Meta’s fact-checking programme, in operation since 2016 and leaning on third-party fact checkers, will be replaced by a new system, it said, inspired by community notes as is already the case with X.

The company admitted that around 20 per cent of its removals of content “may have been mistakes” and that content did not violate policies.

It stated it wanted to expand its transparency reporting to share data on mistakes on a regular basis.

“We want to undo the mission creep that has made our rules too restrictive and too prone to over-enforcement.

“It’s not right that things can be said on TV or the floor of Congress, but not on our platforms. These policy changes may take a few weeks to be fully implemented,” Meta said.

The policy of automatic demotion will disappear and people will need to report possible infractions first, together with a better appeal procedure and higher threshold to take content down.

Meta’s chief global affairs officer, Joel Kaplan, told Fox News on January 7: “We went to independent, third-party fact-checkers.

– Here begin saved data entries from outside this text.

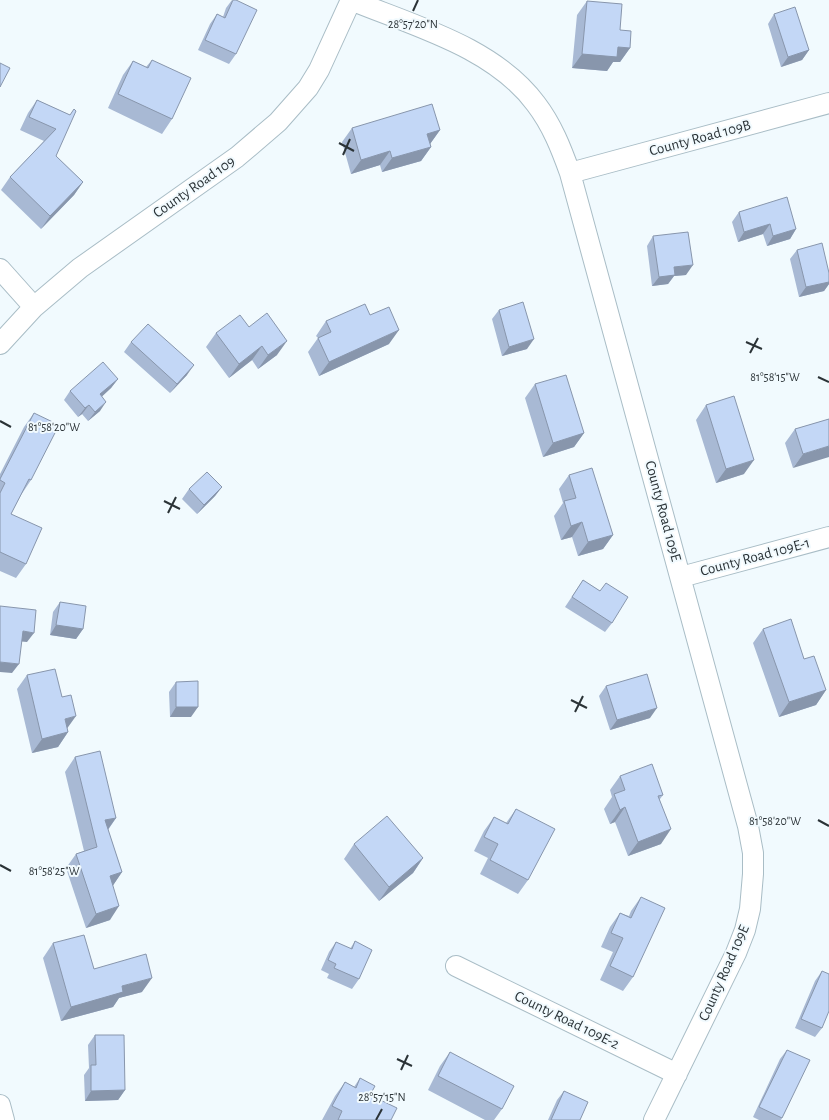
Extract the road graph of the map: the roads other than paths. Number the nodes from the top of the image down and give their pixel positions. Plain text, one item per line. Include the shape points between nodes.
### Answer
1 (351, 0) edge
2 (829, 103) edge
3 (570, 173) junction
4 (0, 269) edge
5 (34, 307) junction
6 (0, 344) edge
7 (829, 537) edge
8 (681, 577) junction
9 (456, 966) dead end
10 (677, 1074) junction
11 (0, 1105) edge
12 (4, 1120) edge
13 (654, 1120) edge

1 - 3 street, County Road 109E via 441,37 507,74 547,120
1 - 5 street, County Road 109 via 319,70 308,88 278,122 237,157 80,268
2 - 3 street, County Road 109B
3 - 8 street, County Road 109E
4 - 5 street
5 - 6 street, County Road 109
7 - 8 street, County Road 109E-1
8 - 10 street, County Road 109E via 748,826 754,874 745,930
9 - 10 street, County Road 109E-2
10 - 13 street, County Road 109E
11 - 12 street

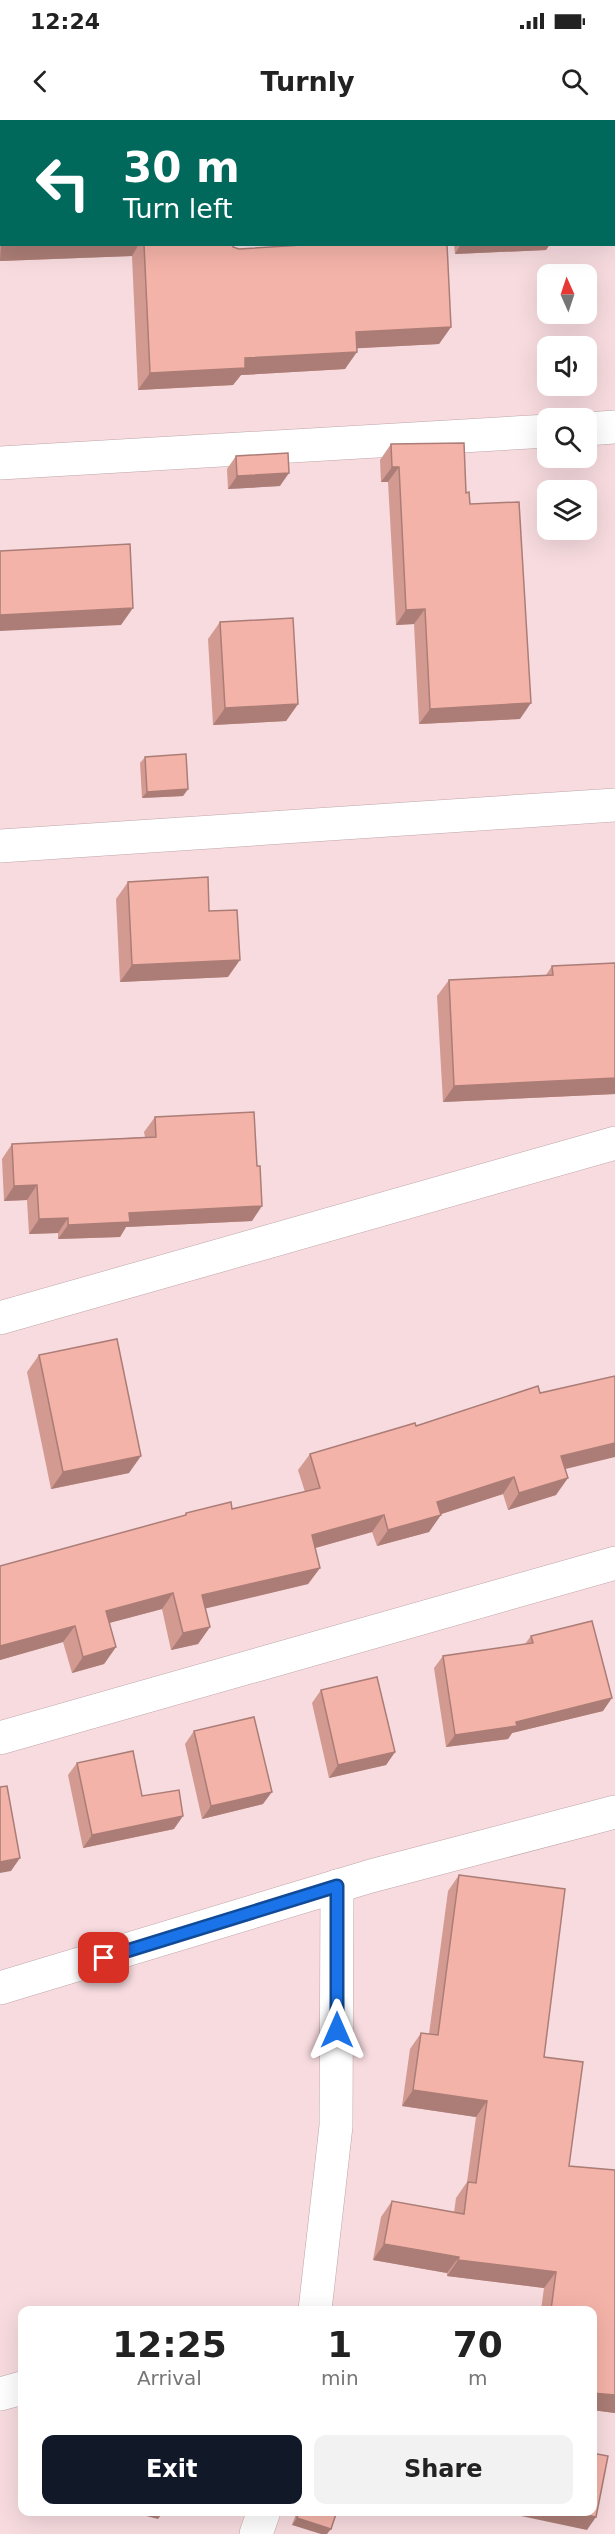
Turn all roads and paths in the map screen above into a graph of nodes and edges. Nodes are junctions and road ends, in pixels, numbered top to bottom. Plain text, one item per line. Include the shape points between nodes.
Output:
1 (615, 427) edge
2 (597, 428) edge
3 (537, 432) edge
4 (0, 463) edge
5 (615, 805) edge
6 (0, 846) edge
7 (615, 1143) edge
8 (0, 1318) edge
9 (615, 1563) edge
10 (0, 1738) edge
11 (615, 1812) edge
12 (337, 1886) junction
13 (0, 1988) edge
14 (315, 2306) edge
15 (18, 2389) edge
16 (0, 2394) edge
17 (262, 2516) edge
18 (256, 2534) edge

1 - 2 street
3 - 4 street
5 - 6 street
7 - 8 street
9 - 10 street
11 - 12 street
12 - 13 street
12 - 14 street via 336,2126
15 - 16 street
17 - 18 street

It has become clear there is too much political bias in what they choose to fact-check because, basically, they get to fact-check whatever they see on the platform.”

The company’s content policing has always been highly contested. Many Conservative observers said they believed it was censorious and that it unfairly benefited “progressives”.

They, in turn, said such beliefs were “conspiracy theories”, adding that content moderation was highly needed and the fact-checkers were neutral.